Task instructions —
Which lines in the data below contain the string "JSON"? Show each one.

Recorded data:
───

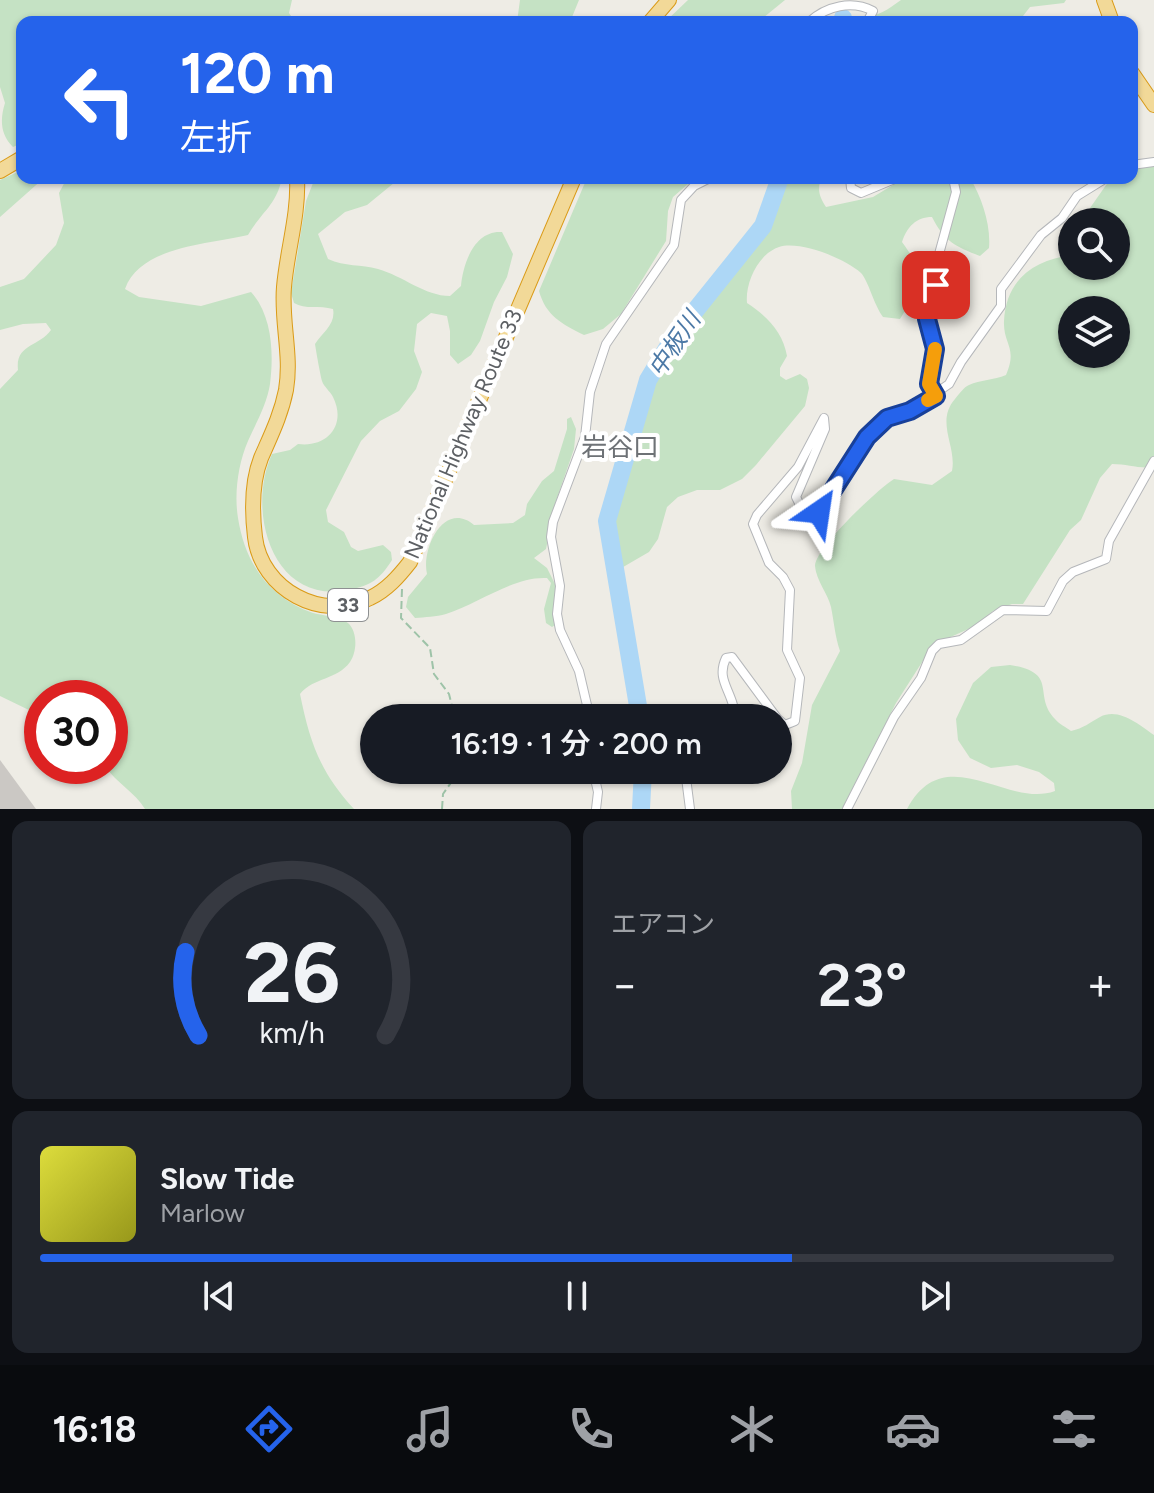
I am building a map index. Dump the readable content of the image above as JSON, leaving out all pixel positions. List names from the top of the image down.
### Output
{
  "streets": {
    "highway": ["National Highway Route 33", "33"]
  },
  "districts": ["岩谷口"],
  "water": ["中板川"],
  "page": {
    "turn": ["120 m", "左折"],
    "limit": "30",
    "trip": "16:19 · 1 分 · 200 m",
    "tile": "エアコン",
    "heat": ["−", "23°", "+"],
    "song": ["Slow Tide", "Marlow"],
    "tabs": "16:18",
    "gauge": ["26", "km/h"]
  }
}
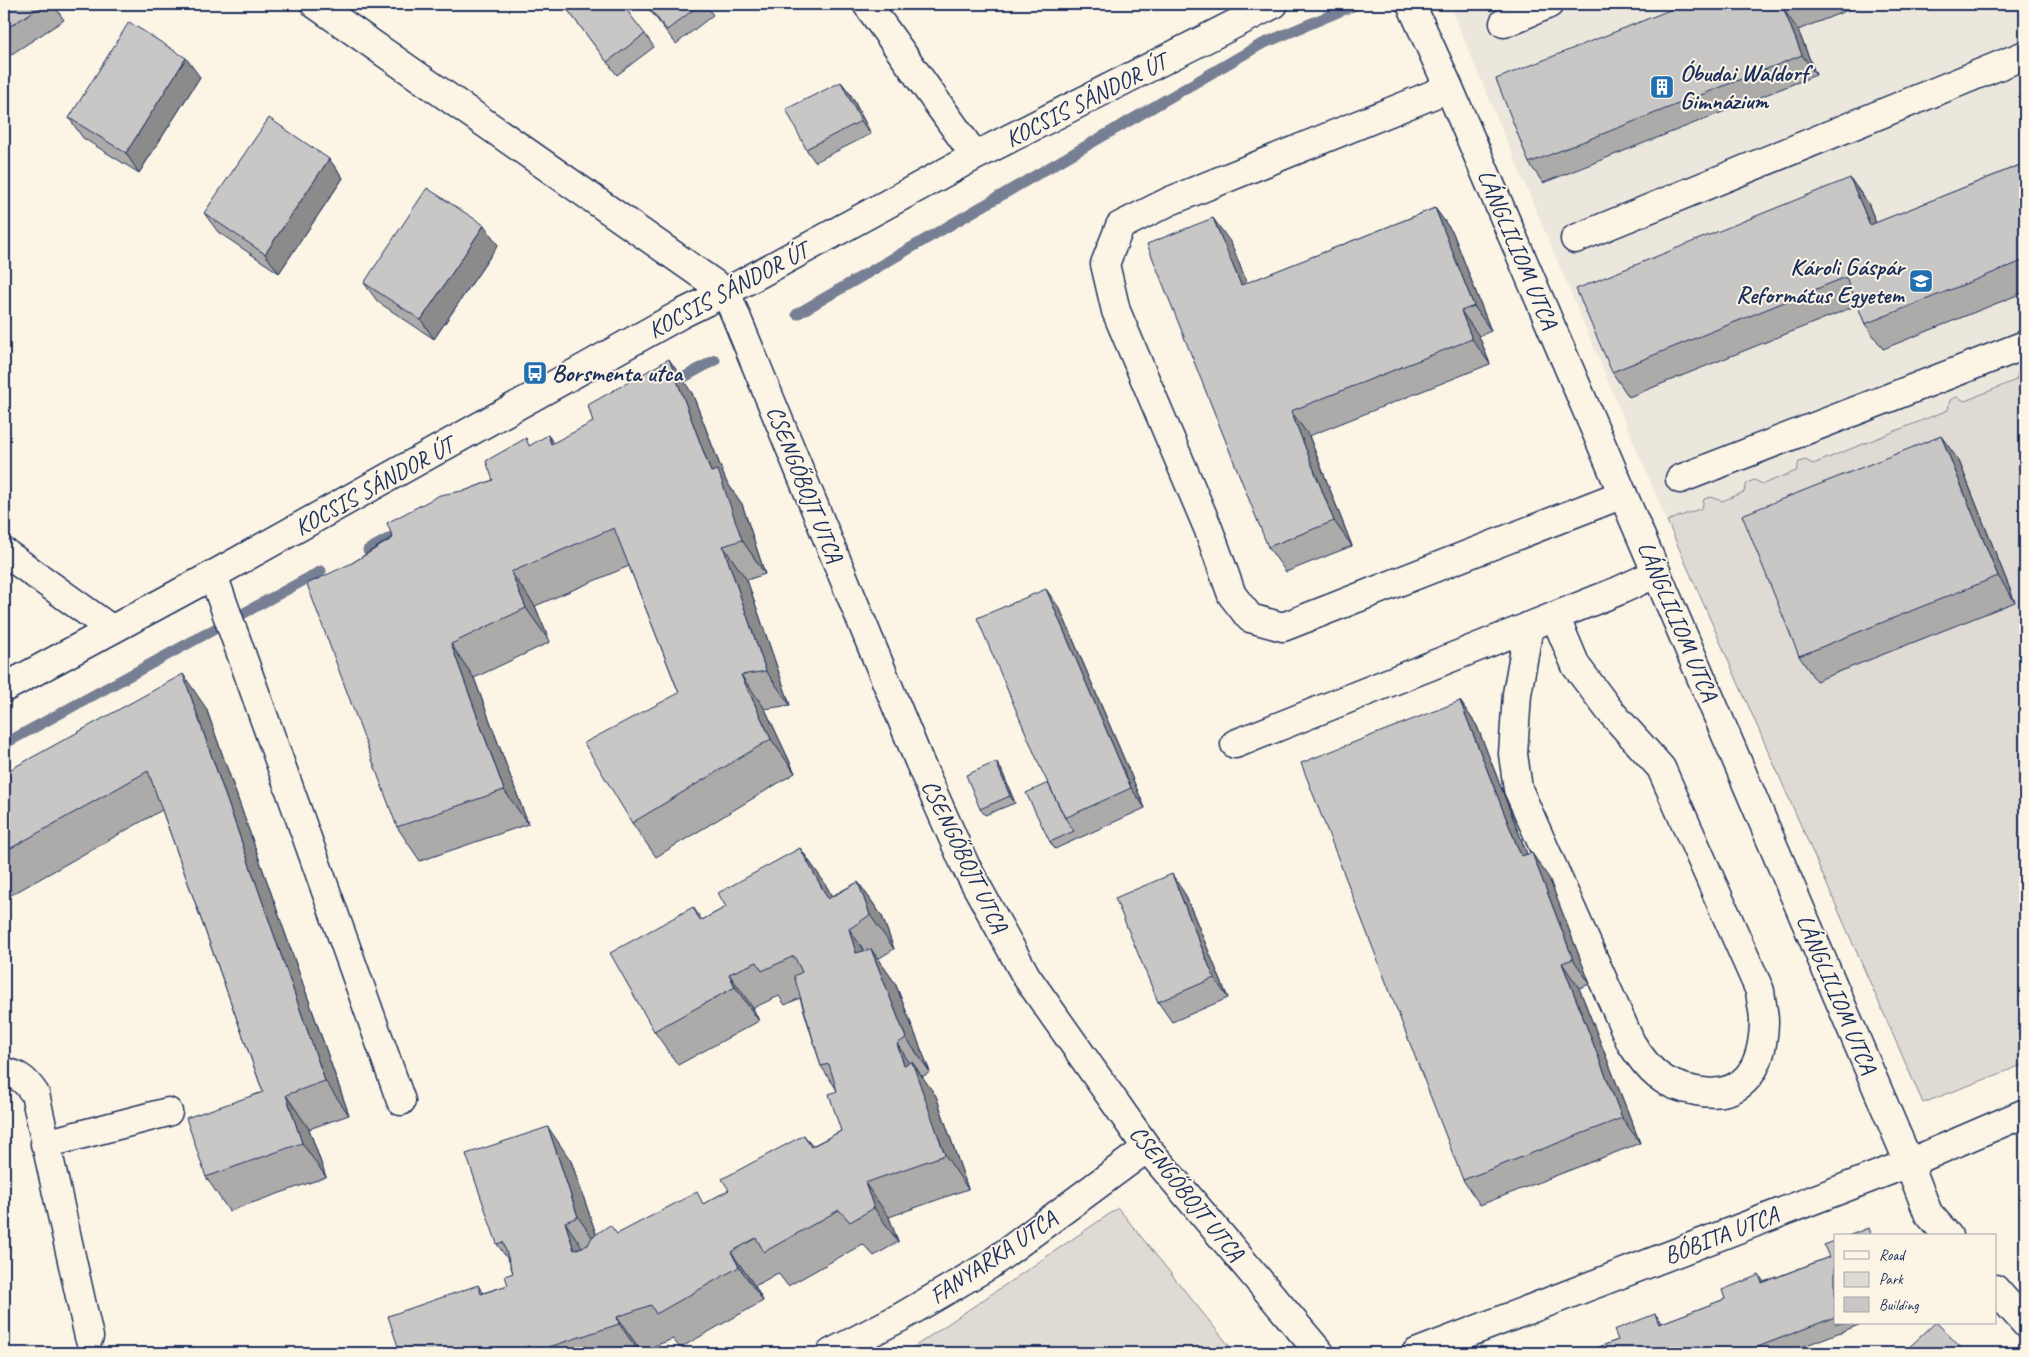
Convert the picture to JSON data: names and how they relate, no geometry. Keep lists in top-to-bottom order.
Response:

───

Written solution —
I am building a map index. Dump the readable content of the image above as JSON, leaving out all pixel positions. List names from the top of the image down.
Convert the picture to JSON data: names and how they relate, no geometry. Keep lists in top-to-bottom order.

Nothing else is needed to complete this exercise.